- Official poster
- Directed by: Dharan Mandrayar
- Written by: Dharan Mandrayar
- Produced by: Hannah Kirby Linda Mandrayar
- Starring: Sonali Kulkarni; Amardeep Jha; Shameem Shaikh; Amruta Subhash;
- Cinematography: B. Kannan
- Edited by: B. Lenin
- Production company: Dharlin Entertainment
- Distributed by: Prabhu Movies
- Release dates: 6 October 2004 (Mill Valley Film Festival); 5 August 2005 (India); 7 April 2006 (U.S.);
- Running time: 92–94 minutes
- Countries: India United States
- Language: Hindi

= White Rainbow (film) =

2005 Indian film

White Rainbow (also known as Shwet) is an Indian Hindi-language film directed by Dharan Mandrayar and starring Sonali Kulkarni, Amardeep Jha, Shameem Shaikh, and Amruta Subhash.
The film is about the widows of Vrindavan: women who are married off at a young age, lost their husbands due to illness and wear white waiting to return with them in the afterlife. Several of these women are forced out of their house since they rejected a second marriage. The film follows four different widows.

In 2013, Linda Mandrayar founded The White Rainbow Project that helps the widows of Vrindavan make handcrafted clothing and accessories from recycled saris.

==Cast==

The first assistant director and the post-production supervisor, Santhana Bharathi and R. S. Shivaji, make a cameo appearance as a priest and peon, respectively.

== Production ==
Linda Mandrayar first learned about the widows of Vrindavan from her son's reading assignment Homeless Bird by Gloria Whelan and her husband Dharan Mandrayar decided to make a film about them.

The film was named White Rainbow because Dharan Mandrayar felt that the widows still have lot of life in them. The film began production after Waters (a film also about the Vrindavan widows) shooting was halted in 1999. Mandrayar was inspired to make this film after he read about a 13-year-old widow who was forced to go to Vrindavan. Seema Biswas, who starred in Water, declined the offer to star in this film on the basis that both films are similar.

==Reception==
A critic from The Hindu wrote that "Making a film on the plight of widows in a part of our country calls for strong conviction. Creator Dharan Mandrayar and Prabhu Movies have it in plenty. Otherwise they couldn't have taken up the subject and laid bare the stigma, subjugation and disgrace the husbandless face in a so-called pious milieu". Dennis Harvey of Variety opined that "But writer-helmer Dharan Mandrayar lets episodic pic flatline between excessively melodramatic peaks; fans of florid bad acting will find the ham cut thick here. Tech aspects are decent". A critic from Bollywood Hungama opined that "On the whole, SHWET - WHITE RAINBOW is a poor fare. At the box-office, it's a loser all the way".

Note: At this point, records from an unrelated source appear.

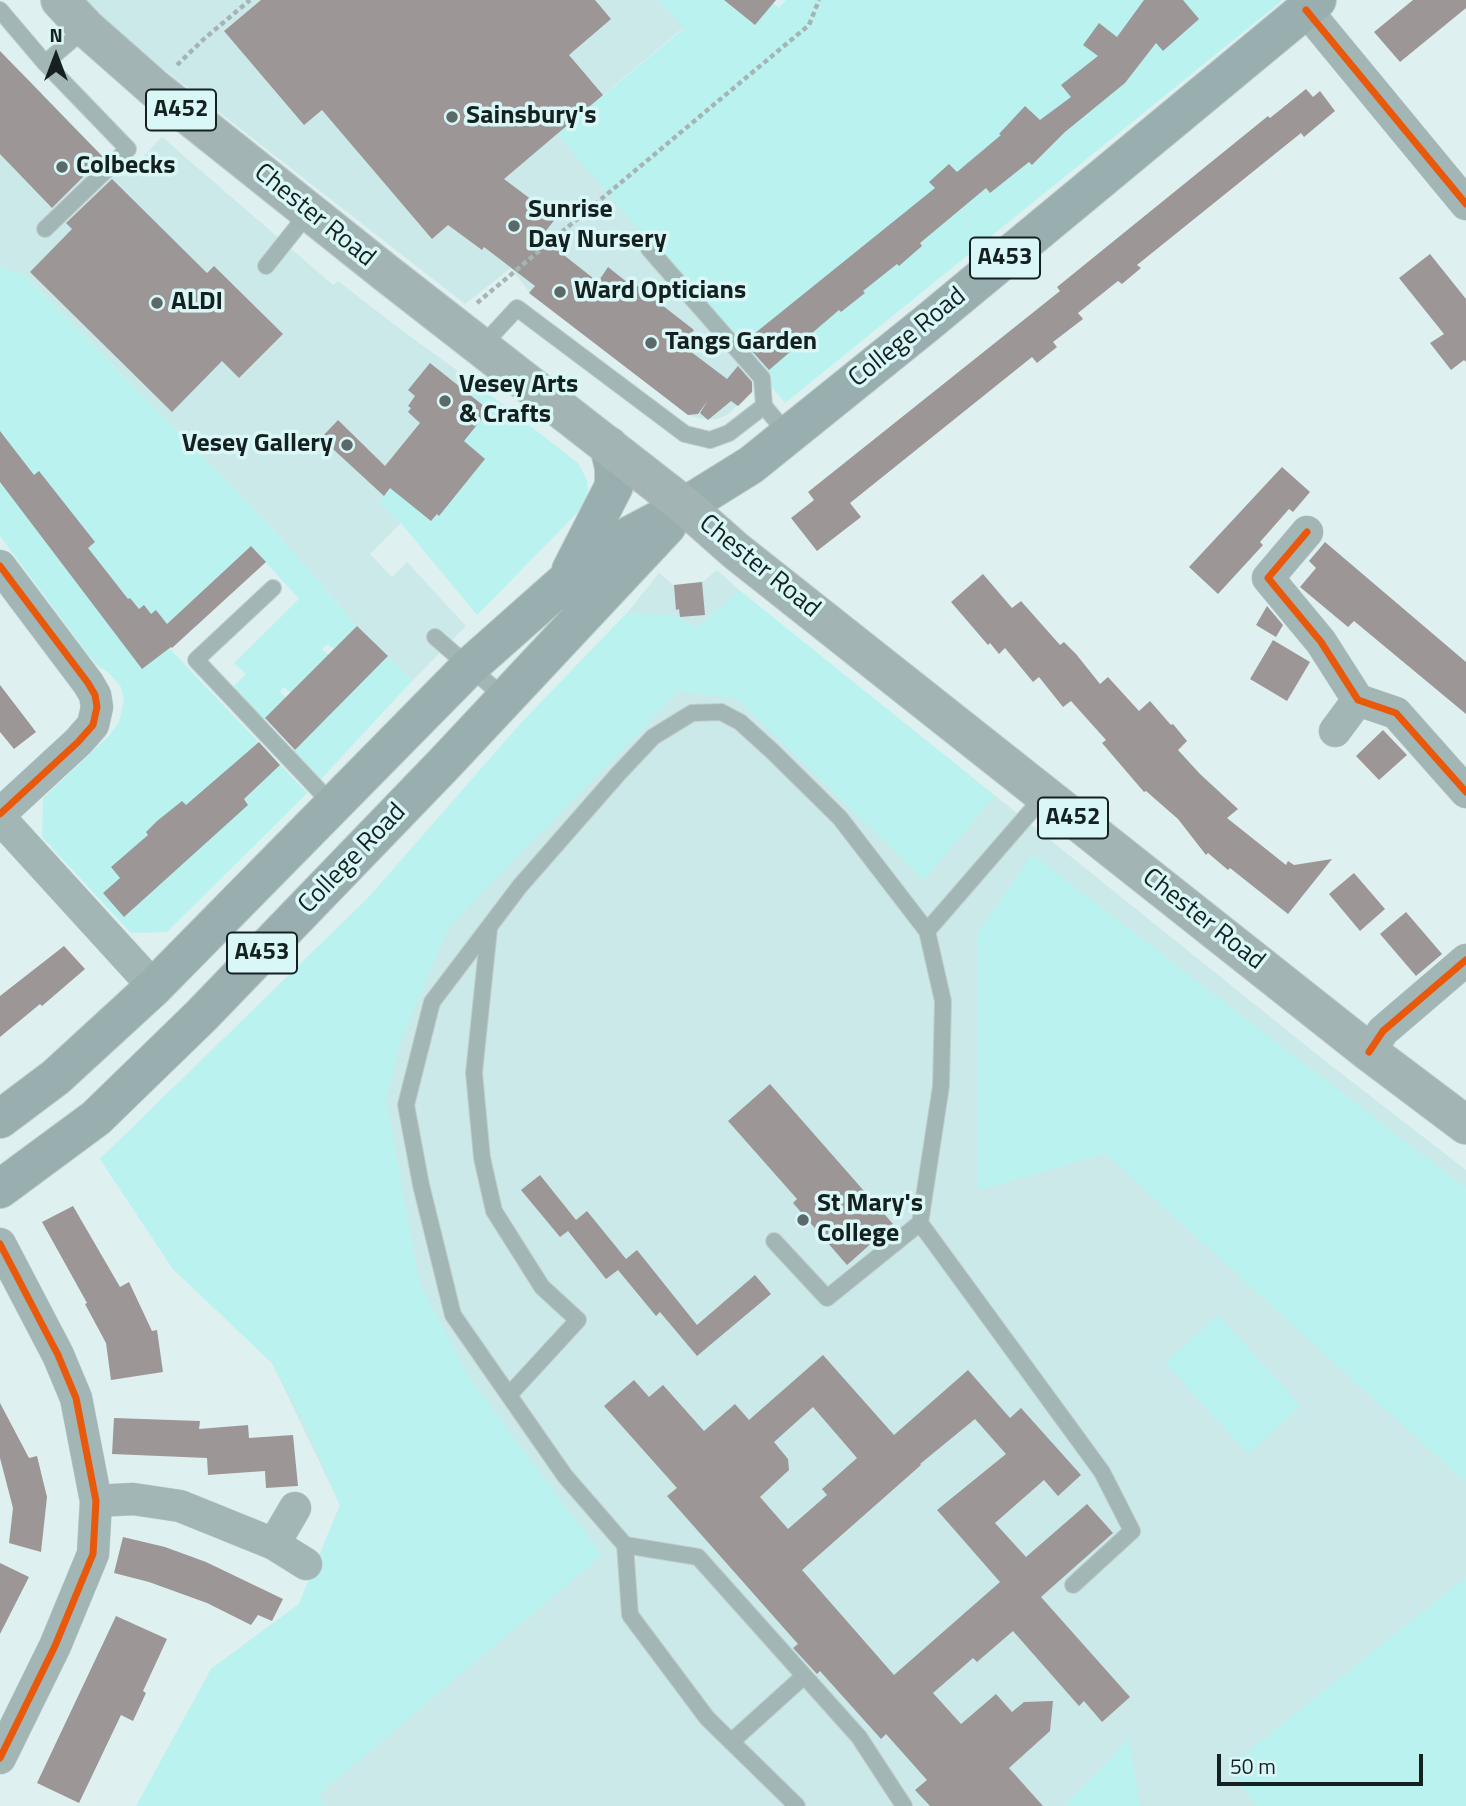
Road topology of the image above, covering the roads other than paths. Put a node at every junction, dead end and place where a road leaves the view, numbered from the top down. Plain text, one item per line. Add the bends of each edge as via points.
1 (60, 0) edge
2 (1311, 5) edge
3 (0, 10) edge
4 (86, 28) junction
5 (45, 63) junction
6 (1466, 204) edge
7 (309, 212) junction
8 (45, 229) dead end
9 (649, 249) dead end
10 (266, 266) dead end
11 (482, 346) junction
12 (764, 406) junction
13 (789, 436) junction
14 (609, 446) junction
15 (685, 506) junction
16 (1307, 532) dead end
17 (0, 566) edge
18 (566, 582) junction
19 (273, 588) dead end
20 (435, 637) dead end
21 (469, 667) junction
22 (505, 698) junction
23 (1358, 700) junction
24 (1335, 731) dead end
25 (1466, 792) edge
26 (1045, 795) junction
27 (334, 805) junction
28 (0, 816) edge
29 (489, 926) junction
30 (927, 932) junction
31 (1466, 960) edge
32 (154, 987) junction
33 (1369, 1052) junction
34 (0, 1119) edge
35 (1466, 1125) edge
36 (0, 1189) edge
37 (920, 1223) junction
38 (774, 1241) dead end
39 (0, 1244) edge
40 (509, 1395) junction
41 (96, 1501) junction
42 (295, 1508) dead end
43 (274, 1544) junction
44 (625, 1545) junction
45 (306, 1564) dead end
46 (1073, 1585) dead end
47 (804, 1676) junction
48 (731, 1742) junction
49 (0, 1758) edge
50 (797, 1806) edge
51 (904, 1806) edge

1 - 4 highway, Chester Road / A452
2 - 6 street
2 - 13 main road, College Road / A453
3 - 5 lane
4 - 5 lane
4 - 7 highway, Chester Road / A452
5 - 8 lane via 128,149
7 - 10 lane
7 - 11 highway, Chester Road / A452
9 - 12 lane via 762,378
11 - 12 lane via 517,308 685,433 710,440 729,433
11 - 14 highway, Chester Road / A452
12 - 13 lane
13 - 15 main road, College Road / A453
14 - 15 highway, Chester Road / A452
14 - 18 main road, College Road via 614,486
15 - 18 main road, College Road / A453 via 617,542
15 - 22 main road, College Road / A453
15 - 26 highway, Chester Road / A452
16 - 23 street via 1268,578 1321,642
17 - 28 street via 88,683 97,707 93,725 78,742
18 - 21 main road, College Road / A453
19 - 27 lane via 196,660
20 - 21 lane
21 - 22 lane
21 - 27 main road, College Road / A453
22 - 36 main road, College Road / A453 via 201,1016 96,1118
23 - 24 street
23 - 25 street via 1396,713
26 - 30 lane
26 - 33 highway, Chester Road / A452
27 - 32 main road, College Road / A453
28 - 32 street
29 - 30 lane via 653,737 692,713 721,712 740,722 840,818
29 - 40 lane via 432,1002 406,1105 453,1315
29 - 40 lane via 474,1073 482,1158 495,1211 542,1287 578,1320
30 - 37 lane via 943,1001 942,1074
31 - 33 street via 1383,1031
32 - 34 main road, College Road / A453 via 56,1077
33 - 35 highway, Chester Road / A452
37 - 38 lane via 827,1298
37 - 46 lane via 1102,1472 1132,1531
39 - 41 street via 76,1398
40 - 44 lane via 565,1476
41 - 43 street via 133,1499 180,1506
41 - 49 street via 93,1554 55,1646
42 - 43 street
43 - 45 street
44 - 47 lane via 698,1557
44 - 48 lane via 630,1615 707,1718
47 - 48 lane
47 - 51 lane via 859,1737
48 - 50 lane

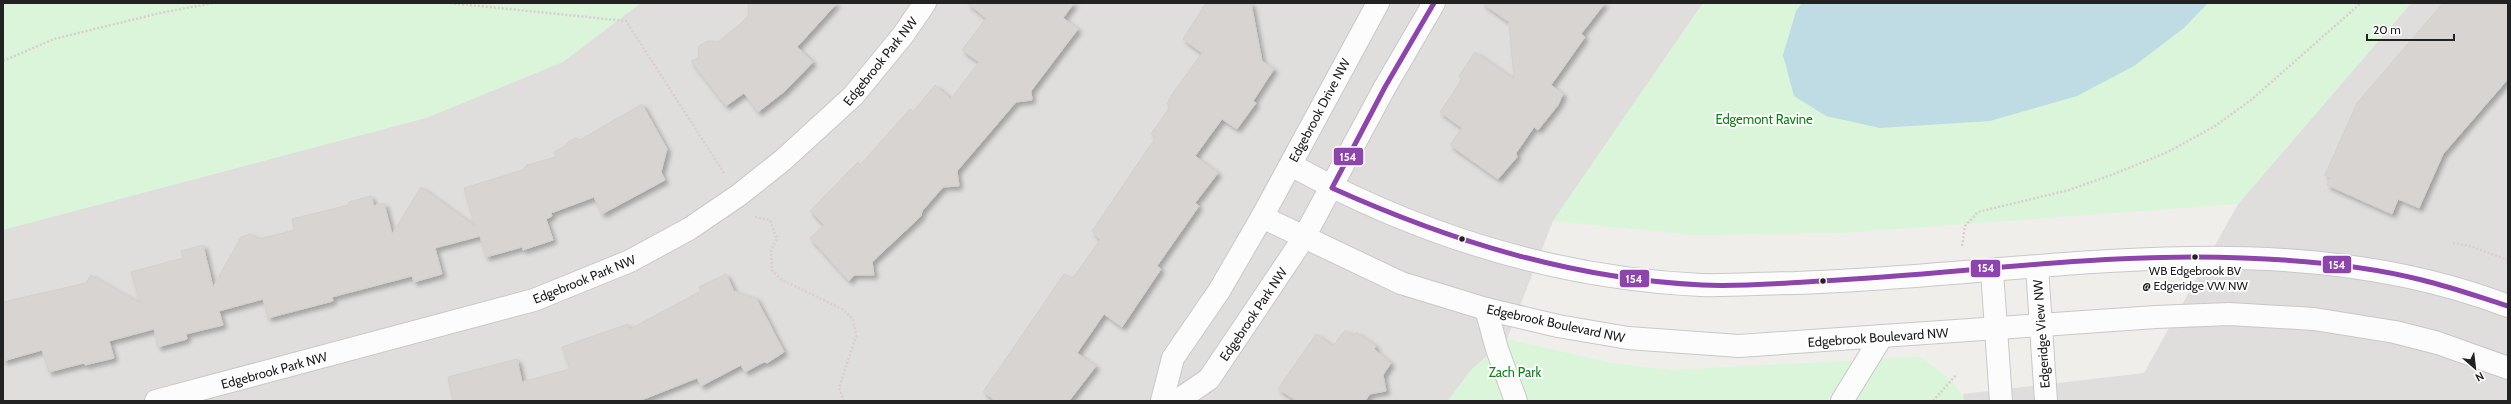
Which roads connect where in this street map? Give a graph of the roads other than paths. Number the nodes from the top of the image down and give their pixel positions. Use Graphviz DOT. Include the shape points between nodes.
graph roads {
  1 [pos="925,3"];
  2 [pos="1378,3"];
  3 [pos="1434,3"];
  4 [pos="1291,164"];
  5 [pos="1332,188"];
  6 [pos="1262,218"];
  7 [pos="1303,239"];
  8 [pos="2037,267"];
  9 [pos="1992,270"];
  10 [pos="2508,306"];
  11 [pos="1486,309"];
  12 [pos="2040,324"];
  13 [pos="1996,328"];
  14 [pos="1882,336"];
  15 [pos="2508,368"];
  16 [pos="156,401"];
  17 [pos="1162,401"];
  18 [pos="1178,401"];
  19 [pos="1516,401"];
  20 [pos="1842,401"];
  21 [pos="2001,401"];
  22 [pos="2046,401"];
  1 -- 16 [label="street, Edgebrook Park NW" via="903,35 853,96 783,160 689,229 630,262 534,300"];
  2 -- 4 [label="street, Edgebrook Drive NW"];
  3 -- 5 [label="street" via="1385,87"];
  4 -- 5 [label="street"];
  4 -- 6 [label="street, Edgebrook Drive NW"];
  5 -- 7 [label="street, Edgebrook Park NW"];
  5 -- 9 [label="street" via="1408,222 1486,249 1565,269 1635,280 1704,285 1790,283"];
  6 -- 7 [label="street, Edgebrook Boulevard NW"];
  6 -- 17 [label="street" via="1219,291 1174,358"];
  7 -- 11 [label="street, Edgebrook Boulevard NW" via="1401,283"];
  7 -- 18 [label="street, Edgebrook Park NW" via="1209,379"];
  8 -- 9 [label="street"];
  8 -- 10 [label="street" via="2236,256 2290,258 2397,274 2474,293"];
  8 -- 12 [label="street, Edgeridge View NW"];
  9 -- 13 [label="street"];
  11 -- 14 [label="street, Edgebrook Boulevard NW" via="1558,326 1636,339 1739,346"];
  11 -- 19 [label="street"];
  12 -- 13 [label="street, Edgebrook Boulevard NW"];
  12 -- 15 [label="street, Edgebrook Boulevard NW" via="2228,314 2314,319 2395,332 2438,343"];
  12 -- 22 [label="street, Edgeridge View NW"];
  13 -- 14 [label="street, Edgebrook Boulevard NW"];
  13 -- 21 [label="street"];
  14 -- 20 [label="street"];
}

A critic from the Deccan Chronicle rated the film four out of five stars and wrote that "The writer/director Dharan Mandrayar should be commended for taking up such a controversial subject and portraying it effectively on screen". A critic from The Economic Times wrote that "The film effectively attempts to highlight the plight of the widows in our society. Director Dharan Mandrayar, nephew of late Sivaji Ganesan should be applauded for the brave and sincere efforts".

==Accolades==
The film won Best Feature Film at the Sedona International Film Festival.